* **Problem details**
With "nodes" as the search word, show every line of the material that has it.

━━━ Records for the task ━━━

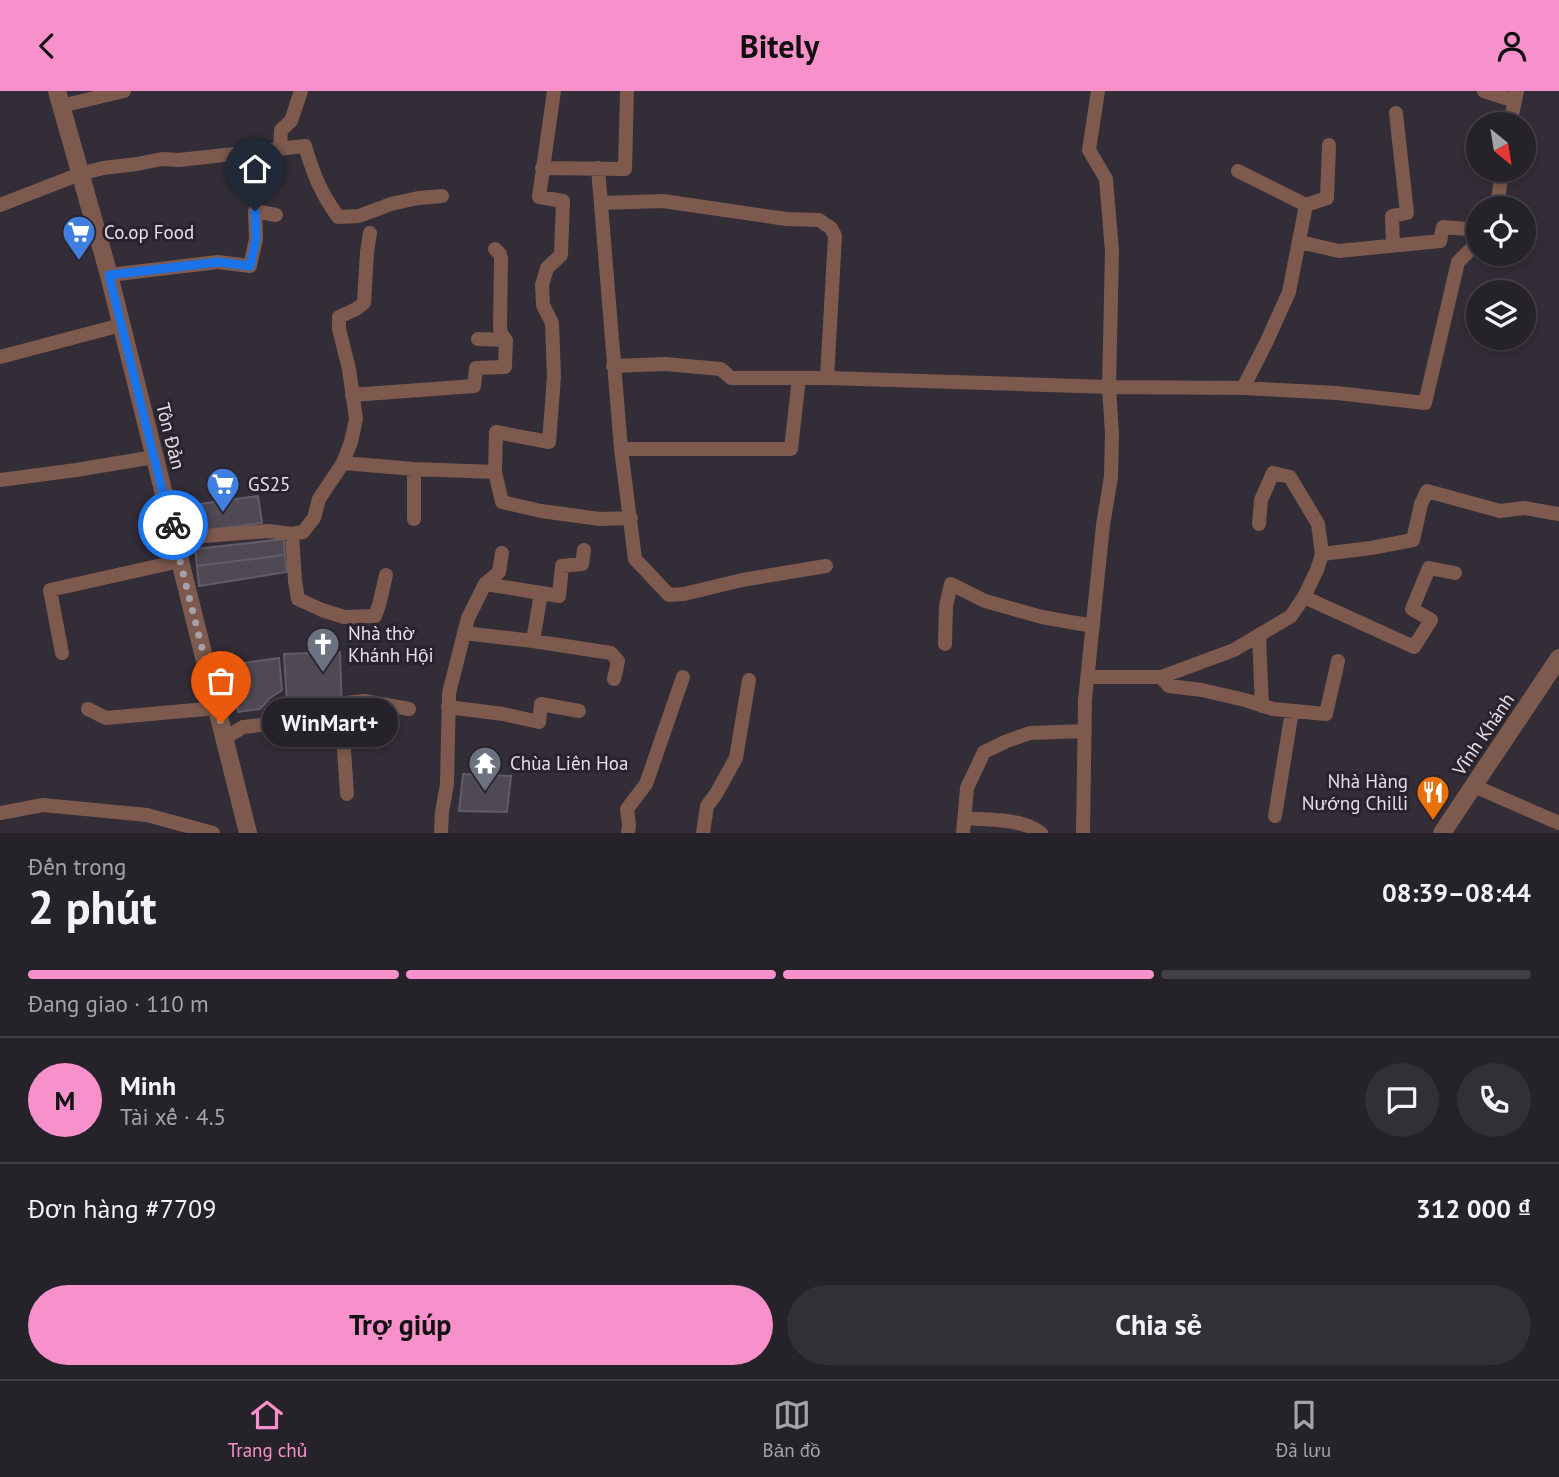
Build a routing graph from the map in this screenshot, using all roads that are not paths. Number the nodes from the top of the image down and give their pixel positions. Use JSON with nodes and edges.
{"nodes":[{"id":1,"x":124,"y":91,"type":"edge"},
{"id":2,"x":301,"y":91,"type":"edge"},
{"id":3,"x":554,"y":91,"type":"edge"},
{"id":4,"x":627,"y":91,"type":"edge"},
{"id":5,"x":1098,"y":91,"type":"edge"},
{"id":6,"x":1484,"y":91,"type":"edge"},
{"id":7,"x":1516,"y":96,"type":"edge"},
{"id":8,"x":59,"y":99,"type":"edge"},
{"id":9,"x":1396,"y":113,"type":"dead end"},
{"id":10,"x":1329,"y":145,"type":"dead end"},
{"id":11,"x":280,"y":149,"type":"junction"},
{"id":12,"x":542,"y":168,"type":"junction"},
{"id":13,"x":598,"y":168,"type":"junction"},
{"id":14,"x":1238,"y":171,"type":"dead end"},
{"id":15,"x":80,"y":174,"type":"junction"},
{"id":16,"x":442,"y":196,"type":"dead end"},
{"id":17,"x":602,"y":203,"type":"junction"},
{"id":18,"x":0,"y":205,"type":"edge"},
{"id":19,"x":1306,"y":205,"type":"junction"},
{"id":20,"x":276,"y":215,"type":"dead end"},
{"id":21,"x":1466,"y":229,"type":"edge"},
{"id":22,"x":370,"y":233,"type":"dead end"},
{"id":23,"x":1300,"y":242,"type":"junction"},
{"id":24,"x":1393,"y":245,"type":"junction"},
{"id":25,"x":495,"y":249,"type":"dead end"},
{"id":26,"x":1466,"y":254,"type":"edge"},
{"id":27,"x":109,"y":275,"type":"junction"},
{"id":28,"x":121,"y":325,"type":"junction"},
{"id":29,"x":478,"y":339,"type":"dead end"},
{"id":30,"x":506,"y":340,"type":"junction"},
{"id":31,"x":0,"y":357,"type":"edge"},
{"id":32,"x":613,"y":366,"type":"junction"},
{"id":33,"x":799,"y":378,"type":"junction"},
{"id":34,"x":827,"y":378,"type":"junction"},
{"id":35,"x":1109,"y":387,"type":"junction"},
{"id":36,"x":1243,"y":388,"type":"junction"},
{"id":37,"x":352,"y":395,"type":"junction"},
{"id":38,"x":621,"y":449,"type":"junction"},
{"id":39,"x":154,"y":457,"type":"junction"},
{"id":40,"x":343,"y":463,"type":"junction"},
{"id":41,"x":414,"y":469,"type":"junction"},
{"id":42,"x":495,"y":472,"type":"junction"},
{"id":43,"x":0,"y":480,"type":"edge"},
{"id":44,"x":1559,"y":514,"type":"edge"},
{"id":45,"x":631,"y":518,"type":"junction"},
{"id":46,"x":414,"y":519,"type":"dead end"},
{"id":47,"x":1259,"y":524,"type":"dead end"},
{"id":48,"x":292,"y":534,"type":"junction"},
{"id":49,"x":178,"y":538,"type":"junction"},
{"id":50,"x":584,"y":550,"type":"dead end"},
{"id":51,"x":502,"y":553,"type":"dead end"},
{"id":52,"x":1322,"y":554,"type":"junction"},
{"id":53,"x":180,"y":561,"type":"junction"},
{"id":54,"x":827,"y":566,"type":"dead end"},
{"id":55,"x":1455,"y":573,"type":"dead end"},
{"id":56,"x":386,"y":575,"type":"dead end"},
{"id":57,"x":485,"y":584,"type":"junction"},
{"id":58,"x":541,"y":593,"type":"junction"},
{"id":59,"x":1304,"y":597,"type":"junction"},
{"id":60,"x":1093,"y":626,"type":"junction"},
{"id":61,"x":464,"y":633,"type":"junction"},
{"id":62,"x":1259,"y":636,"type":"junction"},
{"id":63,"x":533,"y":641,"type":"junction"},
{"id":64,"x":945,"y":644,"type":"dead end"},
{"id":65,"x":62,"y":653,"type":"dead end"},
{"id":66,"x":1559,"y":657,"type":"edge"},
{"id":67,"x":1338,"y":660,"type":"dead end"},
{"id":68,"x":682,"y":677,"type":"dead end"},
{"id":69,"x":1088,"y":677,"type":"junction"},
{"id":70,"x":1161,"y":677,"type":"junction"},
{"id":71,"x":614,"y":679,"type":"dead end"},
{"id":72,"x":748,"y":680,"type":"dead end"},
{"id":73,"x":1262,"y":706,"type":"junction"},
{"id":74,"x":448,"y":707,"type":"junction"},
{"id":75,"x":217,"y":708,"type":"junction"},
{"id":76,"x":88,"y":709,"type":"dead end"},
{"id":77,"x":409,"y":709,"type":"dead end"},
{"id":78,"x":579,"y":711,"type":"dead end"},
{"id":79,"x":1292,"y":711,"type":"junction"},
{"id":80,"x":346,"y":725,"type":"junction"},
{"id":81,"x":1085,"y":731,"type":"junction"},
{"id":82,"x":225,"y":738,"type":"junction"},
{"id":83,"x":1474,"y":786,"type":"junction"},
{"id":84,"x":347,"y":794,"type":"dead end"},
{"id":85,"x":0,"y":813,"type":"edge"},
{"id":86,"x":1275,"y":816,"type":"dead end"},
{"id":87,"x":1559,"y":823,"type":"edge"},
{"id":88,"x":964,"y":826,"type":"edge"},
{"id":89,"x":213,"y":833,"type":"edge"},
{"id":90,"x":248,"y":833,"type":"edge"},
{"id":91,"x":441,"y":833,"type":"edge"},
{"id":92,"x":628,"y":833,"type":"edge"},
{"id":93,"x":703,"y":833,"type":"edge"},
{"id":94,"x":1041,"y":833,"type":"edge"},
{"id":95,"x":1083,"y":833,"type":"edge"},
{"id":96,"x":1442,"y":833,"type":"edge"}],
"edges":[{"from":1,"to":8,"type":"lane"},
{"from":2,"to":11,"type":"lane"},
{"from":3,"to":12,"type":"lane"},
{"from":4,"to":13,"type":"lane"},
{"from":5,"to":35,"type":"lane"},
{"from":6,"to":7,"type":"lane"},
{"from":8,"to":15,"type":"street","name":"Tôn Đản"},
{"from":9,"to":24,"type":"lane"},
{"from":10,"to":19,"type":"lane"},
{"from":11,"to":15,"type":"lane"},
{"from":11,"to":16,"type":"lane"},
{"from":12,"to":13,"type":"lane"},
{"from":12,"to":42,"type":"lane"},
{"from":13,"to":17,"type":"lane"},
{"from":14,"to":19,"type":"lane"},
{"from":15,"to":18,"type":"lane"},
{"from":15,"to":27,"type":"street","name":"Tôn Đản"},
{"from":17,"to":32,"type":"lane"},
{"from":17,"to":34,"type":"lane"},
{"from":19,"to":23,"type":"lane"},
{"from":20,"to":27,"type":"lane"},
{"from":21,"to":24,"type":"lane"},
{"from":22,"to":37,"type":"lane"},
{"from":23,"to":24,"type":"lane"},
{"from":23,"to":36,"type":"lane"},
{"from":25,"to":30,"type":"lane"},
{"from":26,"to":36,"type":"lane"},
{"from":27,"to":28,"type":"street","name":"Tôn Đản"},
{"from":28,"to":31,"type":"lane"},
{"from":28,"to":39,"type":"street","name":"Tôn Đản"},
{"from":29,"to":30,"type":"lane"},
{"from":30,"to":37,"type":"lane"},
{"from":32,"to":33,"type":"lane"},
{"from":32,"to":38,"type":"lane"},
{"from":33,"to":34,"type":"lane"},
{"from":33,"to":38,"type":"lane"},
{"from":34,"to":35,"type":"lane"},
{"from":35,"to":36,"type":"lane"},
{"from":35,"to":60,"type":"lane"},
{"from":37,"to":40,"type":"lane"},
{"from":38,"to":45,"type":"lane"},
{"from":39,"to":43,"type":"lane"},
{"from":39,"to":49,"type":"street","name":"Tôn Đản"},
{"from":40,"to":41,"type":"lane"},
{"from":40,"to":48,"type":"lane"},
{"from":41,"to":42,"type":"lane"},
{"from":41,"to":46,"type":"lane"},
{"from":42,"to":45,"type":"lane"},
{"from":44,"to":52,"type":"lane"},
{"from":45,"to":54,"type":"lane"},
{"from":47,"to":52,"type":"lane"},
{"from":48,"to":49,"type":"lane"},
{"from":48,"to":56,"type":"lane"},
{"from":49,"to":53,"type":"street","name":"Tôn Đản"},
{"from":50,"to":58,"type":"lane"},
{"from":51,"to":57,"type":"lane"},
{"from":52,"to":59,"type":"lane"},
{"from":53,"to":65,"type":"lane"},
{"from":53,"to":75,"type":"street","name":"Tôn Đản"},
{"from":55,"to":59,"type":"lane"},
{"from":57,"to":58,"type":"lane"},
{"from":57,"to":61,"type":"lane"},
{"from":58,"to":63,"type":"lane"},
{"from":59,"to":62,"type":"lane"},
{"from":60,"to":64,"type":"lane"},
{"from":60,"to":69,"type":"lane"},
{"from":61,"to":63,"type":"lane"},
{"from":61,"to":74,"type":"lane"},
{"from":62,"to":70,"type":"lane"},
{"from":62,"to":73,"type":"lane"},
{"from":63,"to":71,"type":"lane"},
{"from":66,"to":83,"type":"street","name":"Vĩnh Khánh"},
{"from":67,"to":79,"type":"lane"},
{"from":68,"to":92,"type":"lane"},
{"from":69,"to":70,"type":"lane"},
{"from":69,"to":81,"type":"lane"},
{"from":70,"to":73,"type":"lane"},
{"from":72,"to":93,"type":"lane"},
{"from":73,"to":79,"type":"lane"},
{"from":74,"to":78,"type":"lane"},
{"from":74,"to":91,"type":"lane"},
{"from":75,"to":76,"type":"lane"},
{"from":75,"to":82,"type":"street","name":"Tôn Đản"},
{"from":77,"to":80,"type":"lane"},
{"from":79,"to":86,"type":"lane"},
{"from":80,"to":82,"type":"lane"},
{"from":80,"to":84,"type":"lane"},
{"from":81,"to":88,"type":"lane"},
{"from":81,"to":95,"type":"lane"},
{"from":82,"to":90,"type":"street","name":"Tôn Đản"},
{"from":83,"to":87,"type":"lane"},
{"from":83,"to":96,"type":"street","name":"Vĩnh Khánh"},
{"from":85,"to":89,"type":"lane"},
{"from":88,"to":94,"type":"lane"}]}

━━━

* **Completed exercise**
Build a routing graph from the map in this screenshot, using all roads that are not paths. Number the nodes from the top of the image down and give their pixel positions. Use JSON with nodes and edges.
{"nodes":[{"id":1,"x":124,"y":91,"type":"edge"},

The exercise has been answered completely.